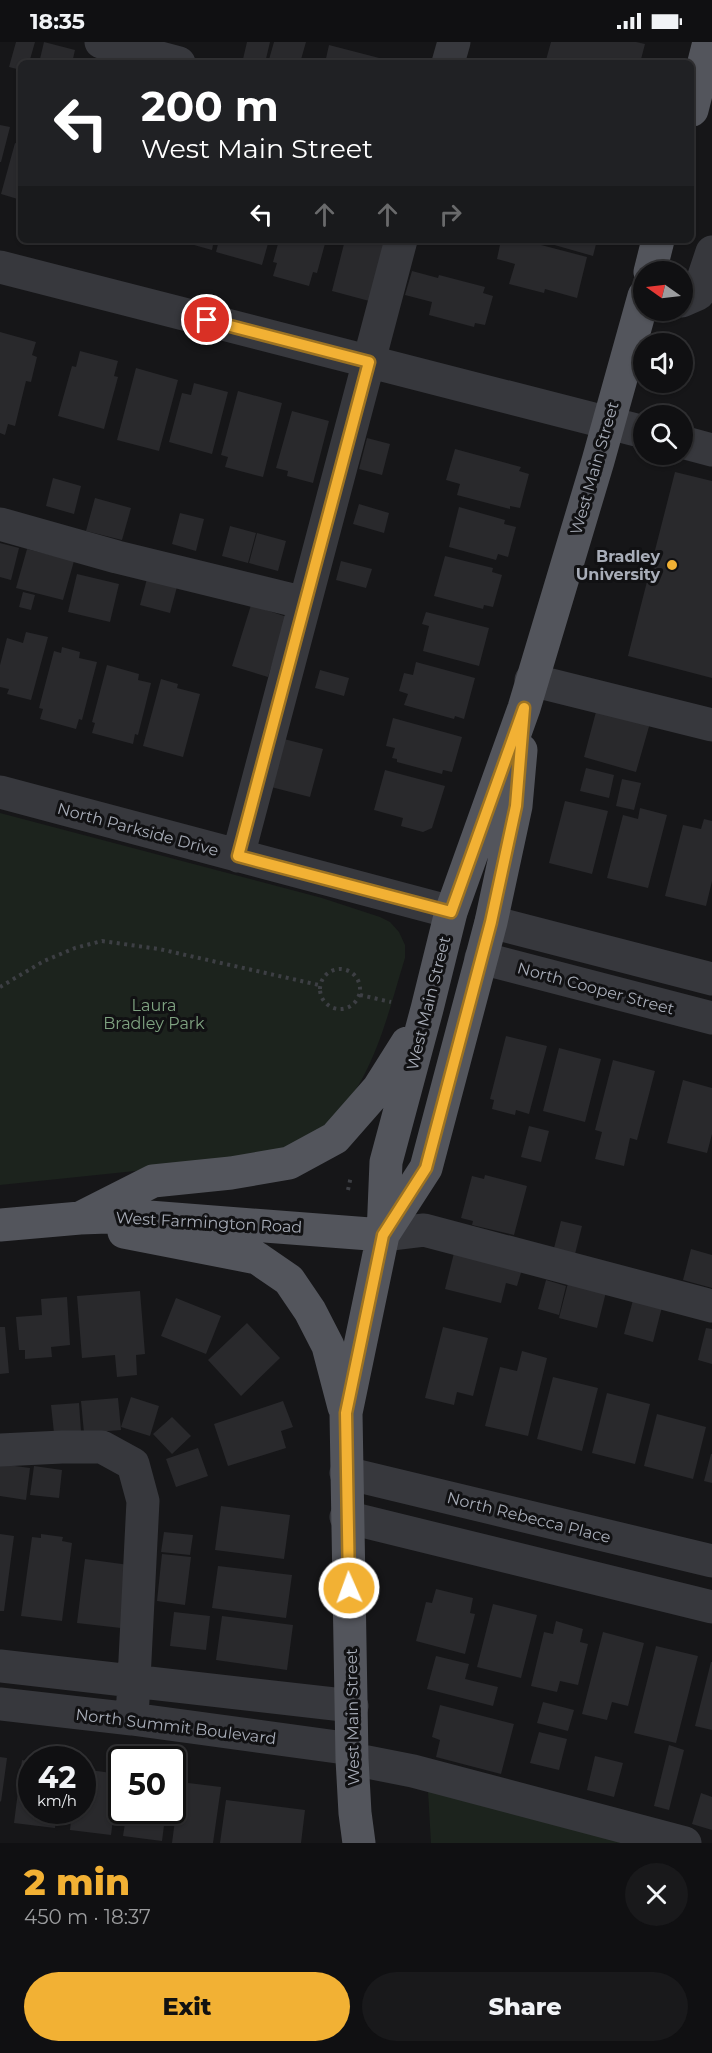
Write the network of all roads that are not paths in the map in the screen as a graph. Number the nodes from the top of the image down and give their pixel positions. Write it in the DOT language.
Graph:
graph roads {
  1 [pos="101,42"];
  2 [pos="454,42"];
  3 [pos="708,54"];
  4 [pos="168,60"];
  5 [pos="449,60"];
  6 [pos="694,103"];
  7 [pos="400,243"];
  8 [pos="657,243"];
  9 [pos="712,252"];
  10 [pos="653,261"];
  11 [pos="0,267"];
  12 [pos="693,296"];
  13 [pos="637,321"];
  14 [pos="369,362"];
  15 [pos="608,424"];
  16 [pos="633,430"];
  17 [pos="693,445"];
  18 [pos="712,450"];
  19 [pos="0,524"];
  20 [pos="305,603"];
  21 [pos="528,694"];
  22 [pos="712,726"];
  23 [pos="0,792"];
  24 [pos="238,856"];
  25 [pos="451,912"];
  26 [pos="491,922"];
  27 [pos="481,958"];
  28 [pos="712,979"];
  29 [pos="428,1009"];
  30 [pos="712,1018"];
  31 [pos="80,1218"];
  32 [pos="0,1225"];
  33 [pos="383,1235"];
  34 [pos="712,1306"];
  35 [pos="346,1413"];
  36 [pos="0,1450"];
  37 [pos="346,1473"];
  38 [pos="346,1517"];
  39 [pos="712,1562"];
  40 [pos="712,1606"];
  41 [pos="0,1666"];
  42 [pos="135,1683"];
  43 [pos="0,1704"];
  44 [pos="352,1706"];
  45 [pos="132,1719"];
  46 [pos="352,1754"];
  47 [pos="359,1843"];
  48 [pos="685,1843"];
  1 -- 4 [label="street"];
  2 -- 5 [label="street"];
  3 -- 6 [label="main road"];
  7 -- 14 [label="street"];
  8 -- 10 [label="main road, West Main Street"];
  9 -- 12 [label="street"];
  11 -- 14 [label="street"];
  13 -- 15 [label="main road, West Main Street"];
  14 -- 15 [label="street"];
  14 -- 20 [label="street"];
  15 -- 16 [label="street"];
  15 -- 21 [label="main road, West Main Street"];
  17 -- 18 [label="street"];
  19 -- 20 [label="street"];
  20 -- 24 [label="street"];
  21 -- 22 [label="street"];
  21 -- 25 [label="main road, West Main Street"];
  21 -- 26 [label="main road, West Main Street"];
  23 -- 24 [label="street, North Parkside Drive"];
  24 -- 25 [label="street, North Parkside Drive"];
  25 -- 29 [label="main road, West Main Street"];
  26 -- 27 [label="main road, West Main Street"];
  26 -- 28 [label="street"];
  27 -- 30 [label="street, North Cooper Street"];
  27 -- 33 [label="main road, West Main Street"];
  29 -- 31 [label="main road"];
  29 -- 33 [label="main road, West Main Street"];
  31 -- 32 [label="main road, West Farmington Road"];
  31 -- 33 [label="main road, West Farmington Road"];
  31 -- 35 [label="main road"];
  33 -- 34 [label="street"];
  33 -- 35 [label="main road, West Main Street"];
  35 -- 37 [label="main road, West Main Street"];
  36 -- 42 [label="street"];
  37 -- 38 [label="main road, West Main Street"];
  37 -- 39 [label="street, North Rebecca Place"];
  38 -- 40 [label="street"];
  38 -- 44 [label="main road, West Main Street"];
  41 -- 42 [label="street"];
  42 -- 44 [label="street"];
  42 -- 45 [label="street"];
  43 -- 45 [label="street, North Summit Boulevard"];
  44 -- 46 [label="main road, West Main Street"];
  45 -- 46 [label="street, North Summit Boulevard"];
  46 -- 47 [label="main road, West Main Street"];
  46 -- 48 [label="street, North Summit Boulevard"];
}
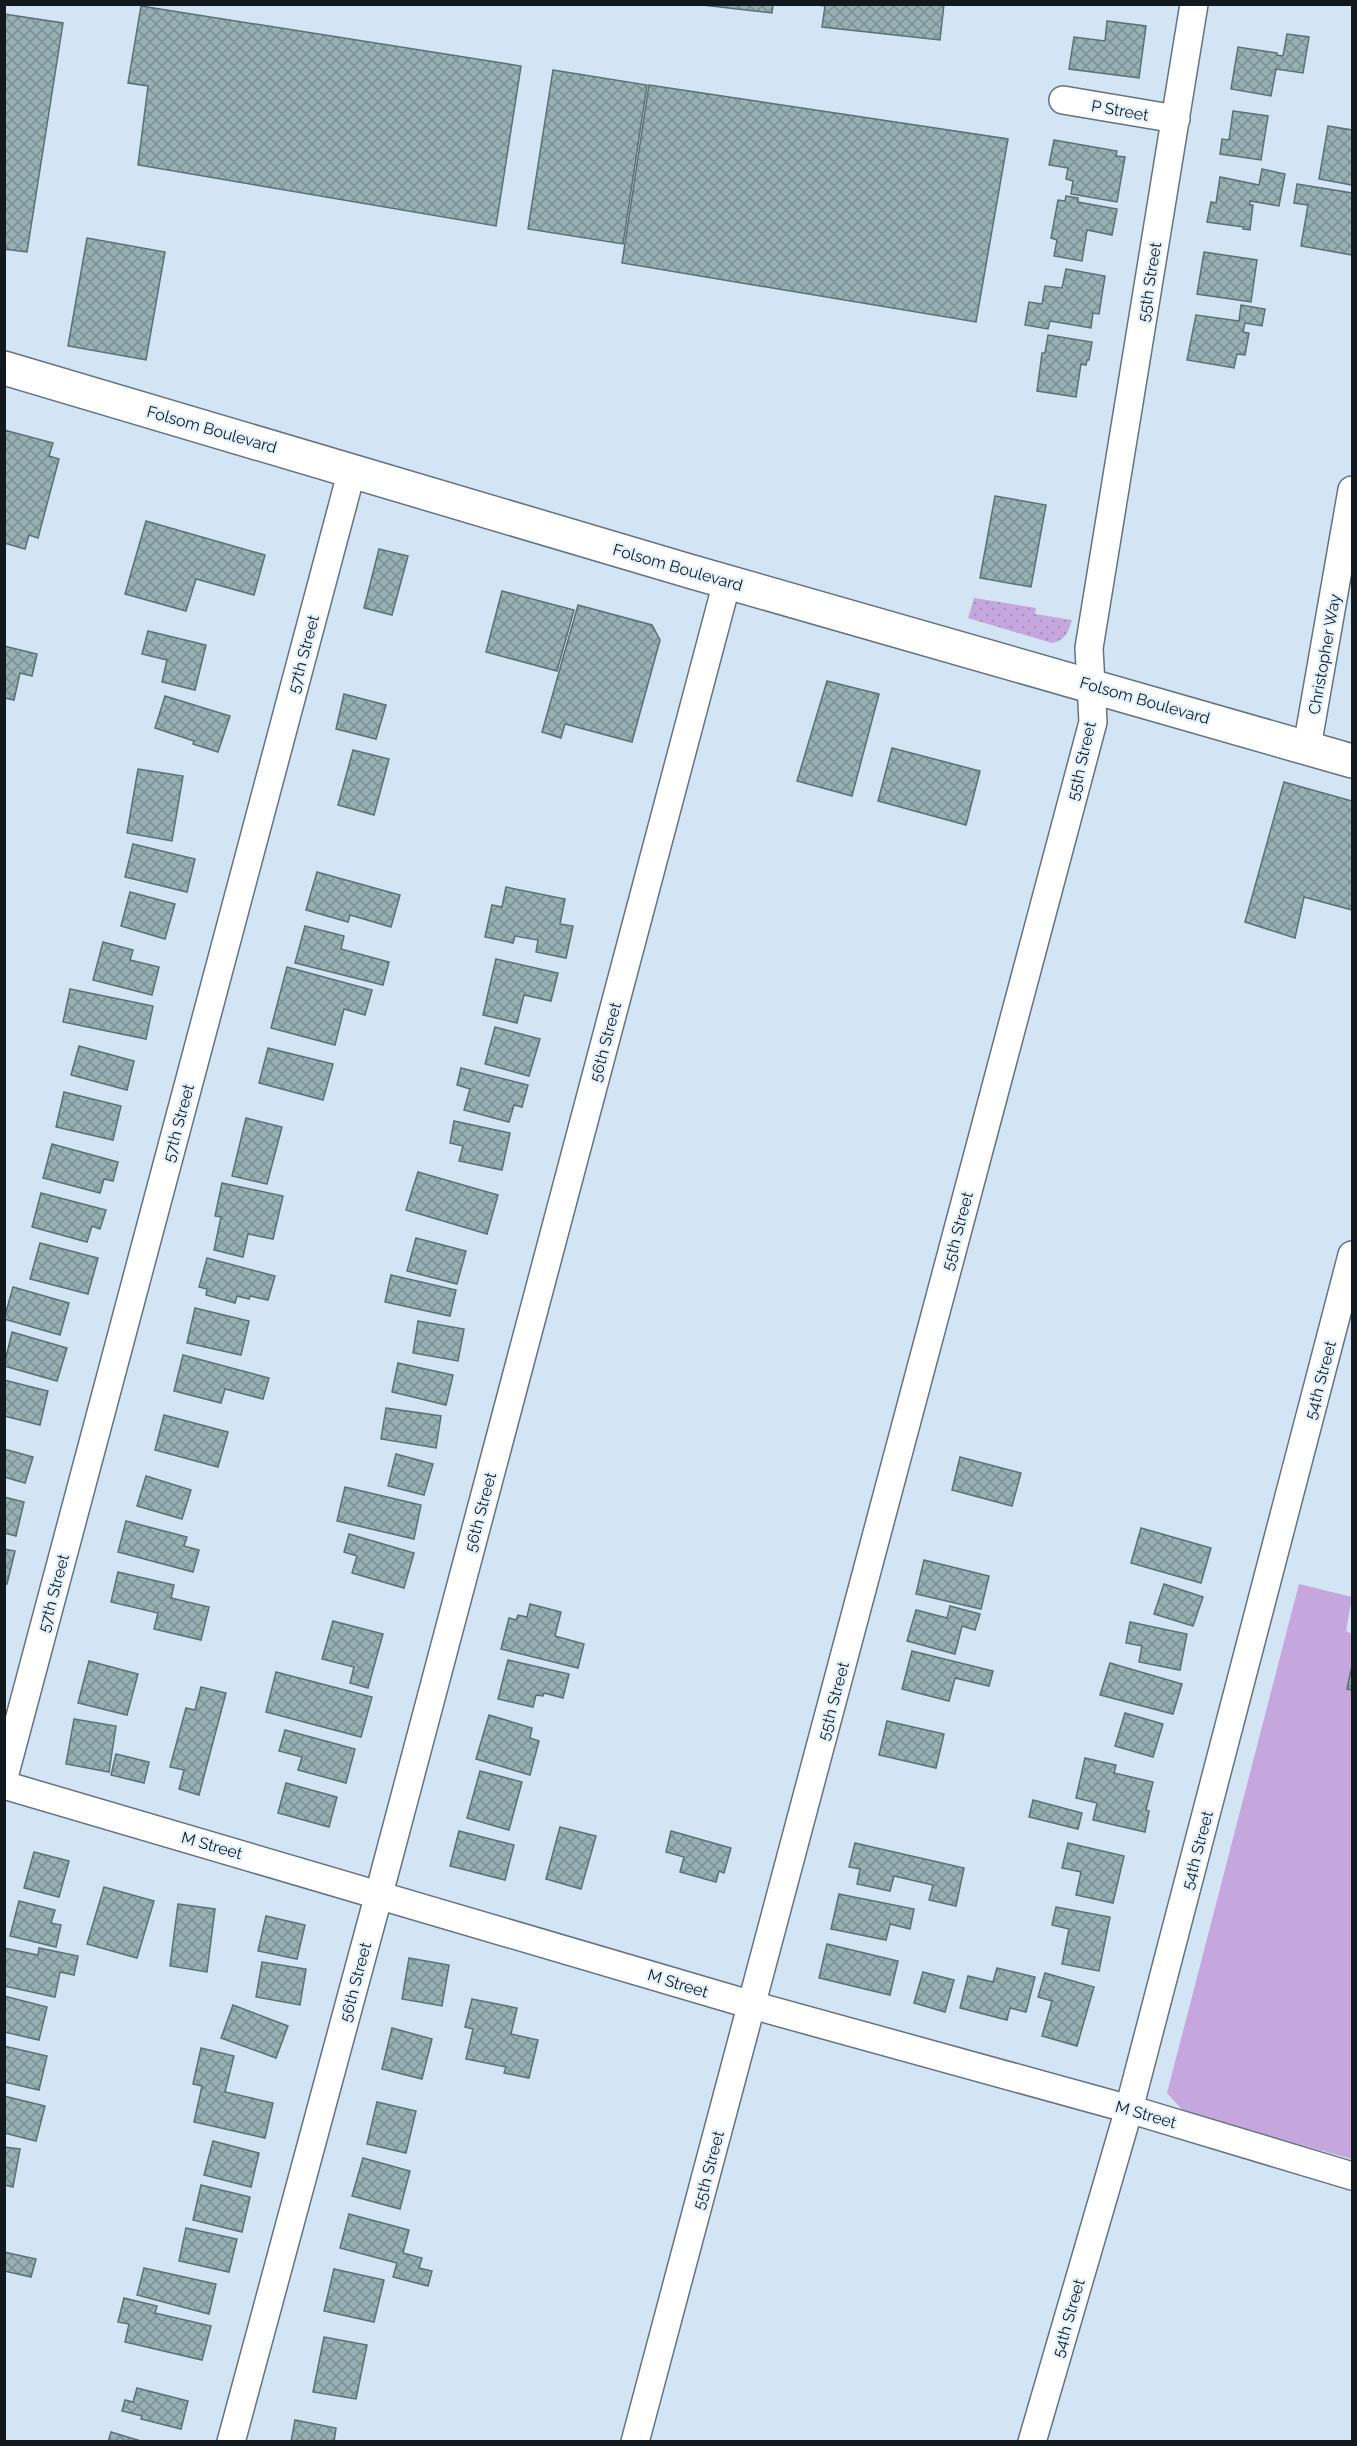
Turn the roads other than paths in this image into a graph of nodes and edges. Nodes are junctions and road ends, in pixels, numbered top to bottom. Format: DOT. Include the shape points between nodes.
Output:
graph roads {
  1 [pos="1194,4"];
  2 [pos="1064,100"];
  3 [pos="1176,119"];
  4 [pos="4,368"];
  5 [pos="351,470"];
  6 [pos="1353,490"];
  7 [pos="727,582"];
  8 [pos="1091,684"];
  9 [pos="1307,747"];
  10 [pos="1353,760"];
  11 [pos="1353,1255"];
  12 [pos="4,1777"];
  13 [pos="4,1785"];
  14 [pos="379,1894"];
  15 [pos="752,2005"];
  16 [pos="1129,2109"];
  17 [pos="1353,2176"];
  18 [pos="231,2442"];
  19 [pos="635,2442"];
  20 [pos="1032,2442"];
  1 -- 3 [label="street, 55th Street"];
  2 -- 3 [label="street, P Street"];
  3 -- 8 [label="street, 55th Street" via="1089,648"];
  4 -- 5 [label="main road, Folsom Boulevard"];
  5 -- 7 [label="main road, Folsom Boulevard"];
  5 -- 12 [label="street, 57th Street"];
  6 -- 9 [label="street, Christopher Way"];
  7 -- 8 [label="main road, Folsom Boulevard"];
  7 -- 14 [label="street, 56th Street"];
  8 -- 9 [label="main road, Folsom Boulevard"];
  8 -- 15 [label="street, 55th Street" via="1093,722"];
  9 -- 10 [label="main road, Folsom Boulevard"];
  11 -- 16 [label="street, 54th Street"];
  13 -- 14 [label="street, M Street"];
  14 -- 15 [label="street, M Street"];
  14 -- 18 [label="street, 56th Street"];
  15 -- 16 [label="street, M Street"];
  15 -- 19 [label="street, 55th Street"];
  16 -- 17 [label="street, M Street"];
  16 -- 20 [label="street, 54th Street"];
}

◇ ◇ ◇ ◇ ◇

• _PROBLEM DETAILS_
Output every record verbatim, skipping images.

• _EXERCISE RESPONSE_
Write the network of all roads that are not paths in the map in the screen as a graph. Number the nodes from the top of the image down and give their pixel positions. Write it in the DOT language.
Graph:
graph roads {
  1 [pos="101,42"];
  2 [pos="454,42"];
  3 [pos="708,54"];
  4 [pos="168,60"];
  5 [pos="449,60"];
  6 [pos="694,103"];
  7 [pos="400,243"];
  8 [pos="657,243"];
  9 [pos="712,252"];
  10 [pos="653,261"];
  11 [pos="0,267"];
  12 [pos="693,296"];
  13 [pos="637,321"];
  14 [pos="369,362"];
  15 [pos="608,424"];
  16 [pos="633,430"];
  17 [pos="693,445"];
  18 [pos="712,450"];
  19 [pos="0,524"];
  20 [pos="305,603"];
  21 [pos="528,694"];
  22 [pos="712,726"];
  23 [pos="0,792"];
  24 [pos="238,856"];
  25 [pos="451,912"];
  26 [pos="491,922"];
  27 [pos="481,958"];
  28 [pos="712,979"];
  29 [pos="428,1009"];
  30 [pos="712,1018"];
  31 [pos="80,1218"];
  32 [pos="0,1225"];
  33 [pos="383,1235"];
  34 [pos="712,1306"];
  35 [pos="346,1413"];
  36 [pos="0,1450"];
  37 [pos="346,1473"];
  38 [pos="346,1517"];
  39 [pos="712,1562"];
  40 [pos="712,1606"];
  41 [pos="0,1666"];
  42 [pos="135,1683"];
  43 [pos="0,1704"];
  44 [pos="352,1706"];
  45 [pos="132,1719"];
  46 [pos="352,1754"];
  47 [pos="359,1843"];
  48 [pos="685,1843"];
  1 -- 4 [label="street"];
  2 -- 5 [label="street"];
  3 -- 6 [label="main road"];
  7 -- 14 [label="street"];
  8 -- 10 [label="main road, West Main Street"];
  9 -- 12 [label="street"];
  11 -- 14 [label="street"];
  13 -- 15 [label="main road, West Main Street"];
  14 -- 15 [label="street"];
  14 -- 20 [label="street"];
  15 -- 16 [label="street"];
  15 -- 21 [label="main road, West Main Street"];
  17 -- 18 [label="street"];
  19 -- 20 [label="street"];
  20 -- 24 [label="street"];
  21 -- 22 [label="street"];
  21 -- 25 [label="main road, West Main Street"];
  21 -- 26 [label="main road, West Main Street"];
  23 -- 24 [label="street, North Parkside Drive"];
  24 -- 25 [label="street, North Parkside Drive"];
  25 -- 29 [label="main road, West Main Street"];
  26 -- 27 [label="main road, West Main Street"];
  26 -- 28 [label="street"];
  27 -- 30 [label="street, North Cooper Street"];
  27 -- 33 [label="main road, West Main Street"];
  29 -- 31 [label="main road"];
  29 -- 33 [label="main road, West Main Street"];
  31 -- 32 [label="main road, West Farmington Road"];
  31 -- 33 [label="main road, West Farmington Road"];
  31 -- 35 [label="main road"];
  33 -- 34 [label="street"];
  33 -- 35 [label="main road, West Main Street"];
  35 -- 37 [label="main road, West Main Street"];
  36 -- 42 [label="street"];
  37 -- 38 [label="main road, West Main Street"];
  37 -- 39 [label="street, North Rebecca Place"];
  38 -- 40 [label="street"];
  38 -- 44 [label="main road, West Main Street"];
  41 -- 42 [label="street"];
  42 -- 44 [label="street"];
  42 -- 45 [label="street"];
  43 -- 45 [label="street, North Summit Boulevard"];
  44 -- 46 [label="main road, West Main Street"];
  45 -- 46 [label="street, North Summit Boulevard"];
  46 -- 47 [label="main road, West Main Street"];
  46 -- 48 [label="street, North Summit Boulevard"];
}
Turn the roads other than paths in this image into a graph of nodes and edges. Nodes are junctions and road ends, in pixels, numbered top to bottom. Format: DOT. Include the shape points between nodes.
Output:
graph roads {
  1 [pos="1194,4"];
  2 [pos="1064,100"];
  3 [pos="1176,119"];
  4 [pos="4,368"];
  5 [pos="351,470"];
  6 [pos="1353,490"];
  7 [pos="727,582"];
  8 [pos="1091,684"];
  9 [pos="1307,747"];
  10 [pos="1353,760"];
  11 [pos="1353,1255"];
  12 [pos="4,1777"];
  13 [pos="4,1785"];
  14 [pos="379,1894"];
  15 [pos="752,2005"];
  16 [pos="1129,2109"];
  17 [pos="1353,2176"];
  18 [pos="231,2442"];
  19 [pos="635,2442"];
  20 [pos="1032,2442"];
  1 -- 3 [label="street, 55th Street"];
  2 -- 3 [label="street, P Street"];
  3 -- 8 [label="street, 55th Street" via="1089,648"];
  4 -- 5 [label="main road, Folsom Boulevard"];
  5 -- 7 [label="main road, Folsom Boulevard"];
  5 -- 12 [label="street, 57th Street"];
  6 -- 9 [label="street, Christopher Way"];
  7 -- 8 [label="main road, Folsom Boulevard"];
  7 -- 14 [label="street, 56th Street"];
  8 -- 9 [label="main road, Folsom Boulevard"];
  8 -- 15 [label="street, 55th Street" via="1093,722"];
  9 -- 10 [label="main road, Folsom Boulevard"];
  11 -- 16 [label="street, 54th Street"];
  13 -- 14 [label="street, M Street"];
  14 -- 15 [label="street, M Street"];
  14 -- 18 [label="street, 56th Street"];
  15 -- 16 [label="street, M Street"];
  15 -- 19 [label="street, 55th Street"];
  16 -- 17 [label="street, M Street"];
  16 -- 20 [label="street, 54th Street"];
}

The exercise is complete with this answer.